Premise/plot: Ernie Pyle in England was first published in 1941. It gathers together Ernie Pyle's newspaper columns from his time--three or so months--in England (and Ireland and Scotland). (He was an American journalist.) At the time the book was published, America had NOT yet entered the second world war.

My thoughts: WHY DID NO ONE TELL ME THIS BOOK EXISTED?! Seriously. I've gone all these years of my life not knowing about Ernie Pyle?!?!?! This one was a PERFECT fit for me. I love to read about England. (I do. I really do.) And I love to read about World War II. If you love history, this one may prove quite satisfying. And if you love human-interest stories, then this one will certainly satisfy!!!
I found it fascinating, entertaining, compelling, charming.


Quotes:
A ship carries people out of reality, into illusion. People who go away on ships are going away to better things.

Our bathtub has three faucets, one marked cold, and two marked hot. The point is that one is a little hotter than the other. I don’t know why it’s done this way. All I care about is that one or the other should give off hot water; and they really do — plenty hot. But our radiator does not have the same virtue. It is a centuries old custom not to have heat over here. All radiators are vaguely warm; none is ever hot. They have no effect at all on the room’s temperature. I’ve been cold all over the world. I’ve suffered agonies of cold in Alaska and Peru and Georgia and Maine. But I’ve never been colder than right here in this room. Actually, the temperature isn’t down to freezing. And it’s beautiful outside. Yet the chill eats into you and through you. You put on sweaters until you haven’t any more — and you get no warmer. The result is that Lait and I take turns in the bathtub, I’ll bet we’re the two most thoroughly washed caballeros in Portugal. We take at least four hot baths a day. And during the afternoon, when I’m trying to write, I have to let the hot water run over my hands about every fifteen minutes to limber them up. I’m telling the truth.

My new English friends wanted to know what America thought; and they told queer bomb stories by the dozen. “You’re a welcome sight,” they said. “We’ve all told our bomb stories to each other so many times that nobody listens any more. Now we’ve got a new audience.”

London is no more knocked out than the man who smashes a finger is dead. Daytime life in London today comes very close to being normal.

Some day when peace has returned to this odd world I want to come to London again and stand on a certain balcony on a moonlit night and look down upon the peaceful silver curve of the Thames with its dark bridges. And standing there, I want to tell somebody who has never seen it how London looked on a certain night in the holiday season of the year 1940. For on that night this old, old city was — even though I must bite my tongue in shame for saying it — the most beautiful sight I have ever seen. It was a night when London was ringed and stabbed with fire. They came just after dark, and somehow you could sense from the quick, bitter firing of the guns that there was to be no monkey business this night.

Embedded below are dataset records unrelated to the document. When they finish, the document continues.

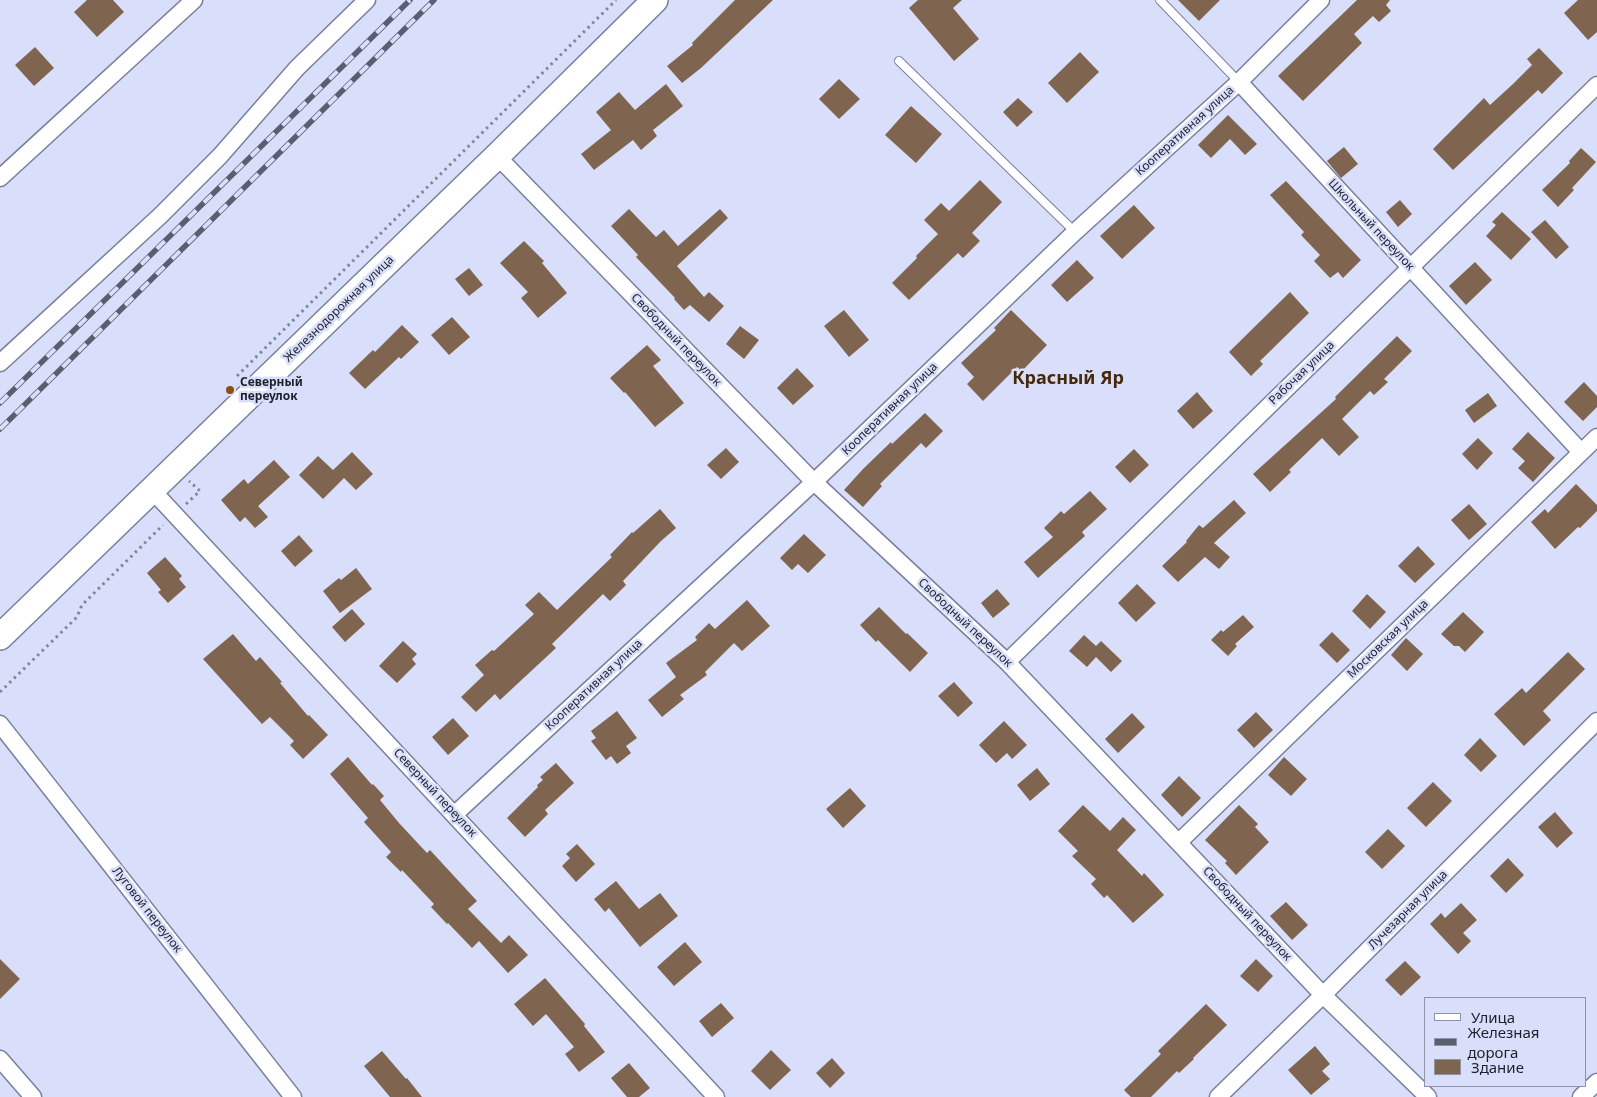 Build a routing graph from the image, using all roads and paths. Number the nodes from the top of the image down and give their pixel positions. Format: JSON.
{"nodes":[{"id":1,"x":194,"y":0,"type":"edge"},
{"id":2,"x":367,"y":0,"type":"edge"},
{"id":3,"x":616,"y":0,"type":"edge"},
{"id":4,"x":656,"y":0,"type":"edge"},
{"id":5,"x":1160,"y":0,"type":"edge"},
{"id":6,"x":1322,"y":0,"type":"edge"},
{"id":7,"x":899,"y":61,"type":"dead end"},
{"id":8,"x":1239,"y":82,"type":"junction"},
{"id":9,"x":1597,"y":85,"type":"edge"},
{"id":10,"x":497,"y":156,"type":"junction"},
{"id":11,"x":0,"y":178,"type":"edge"},
{"id":12,"x":1074,"y":232,"type":"junction"},
{"id":13,"x":1410,"y":267,"type":"junction"},
{"id":14,"x":2,"y":357,"type":"edge"},
{"id":15,"x":230,"y":382,"type":"dead end"},
{"id":16,"x":1597,"y":437,"type":"edge"},
{"id":17,"x":1581,"y":452,"type":"junction"},
{"id":18,"x":814,"y":482,"type":"junction"},
{"id":19,"x":152,"y":490,"type":"junction"},
{"id":20,"x":175,"y":514,"type":"junction"},
{"id":21,"x":0,"y":636,"type":"edge"},
{"id":22,"x":1007,"y":662,"type":"junction"},
{"id":23,"x":0,"y":692,"type":"edge"},
{"id":24,"x":1597,"y":721,"type":"edge"},
{"id":25,"x":0,"y":724,"type":"edge"},
{"id":26,"x":454,"y":814,"type":"junction"},
{"id":27,"x":1179,"y":842,"type":"junction"},
{"id":28,"x":1323,"y":995,"type":"junction"},
{"id":29,"x":0,"y":1059,"type":"edge"},
{"id":30,"x":1597,"y":1082,"type":"edge"},
{"id":31,"x":33,"y":1097,"type":"edge"},
{"id":32,"x":294,"y":1097,"type":"edge"},
{"id":33,"x":716,"y":1097,"type":"edge"},
{"id":34,"x":1218,"y":1097,"type":"edge"},
{"id":35,"x":1428,"y":1097,"type":"edge"},
{"id":36,"x":1582,"y":1097,"type":"edge"}],
"edges":[{"from":1,"to":11,"type":"street"},
{"from":2,"to":14,"type":"street"},
{"from":3,"to":15,"type":"path"},
{"from":4,"to":10,"type":"main road","name":"Железнодорожная улица"},
{"from":5,"to":8,"type":"lane","name":"Школьный переулок"},
{"from":6,"to":8,"type":"street","name":"Кооперативная улица"},
{"from":7,"to":12,"type":"lane"},
{"from":8,"to":12,"type":"street","name":"Кооперативная улица"},
{"from":8,"to":13,"type":"street","name":"Школьный переулок"},
{"from":9,"to":13,"type":"street","name":"Рабочая улица"},
{"from":10,"to":18,"type":"street","name":"Свободный переулок"},
{"from":10,"to":19,"type":"main road","name":"Железнодорожная улица"},
{"from":12,"to":18,"type":"street","name":"Кооперативная улица"},
{"from":13,"to":17,"type":"street","name":"Школьный переулок"},
{"from":13,"to":22,"type":"street","name":"Рабочая улица"},
{"from":16,"to":17,"type":"street","name":"Московская улица"},
{"from":17,"to":27,"type":"street","name":"Московская улица"},
{"from":18,"to":22,"type":"street","name":"Свободный переулок"},
{"from":18,"to":26,"type":"street","name":"Кооперативная улица"},
{"from":19,"to":20,"type":"street","name":"Северный переулок"},
{"from":19,"to":21,"type":"main road","name":"Железнодорожная улица"},
{"from":20,"to":23,"type":"path"},
{"from":20,"to":26,"type":"street","name":"Северный переулок"},
{"from":22,"to":27,"type":"street","name":"Свободный переулок"},
{"from":24,"to":28,"type":"street","name":"Лучезарная улица"},
{"from":25,"to":32,"type":"street","name":"Луговой переулок"},
{"from":26,"to":33,"type":"street","name":"Северный переулок"},
{"from":27,"to":28,"type":"street","name":"Свободный переулок"},
{"from":28,"to":34,"type":"street","name":"Лучезарная улица"},
{"from":28,"to":35,"type":"street","name":"Свободный переулок"},
{"from":29,"to":31,"type":"street"},
{"from":30,"to":36,"type":"street"}]}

And Big Ben? Well, he’s still striking the hours. He hasn’t been touched, despite half a dozen German claims that he has been knocked down. Bombs have fallen around Trafalgar Square, yet Nelson still stands atop his great monument, and the immortal British lions, all four of them, still crouch at the base of the statue, untouched.

Londoners pray daily that a German bomb will do something about the Albert Memorial in Kensington Gardens. If you have ever seen it, you know why.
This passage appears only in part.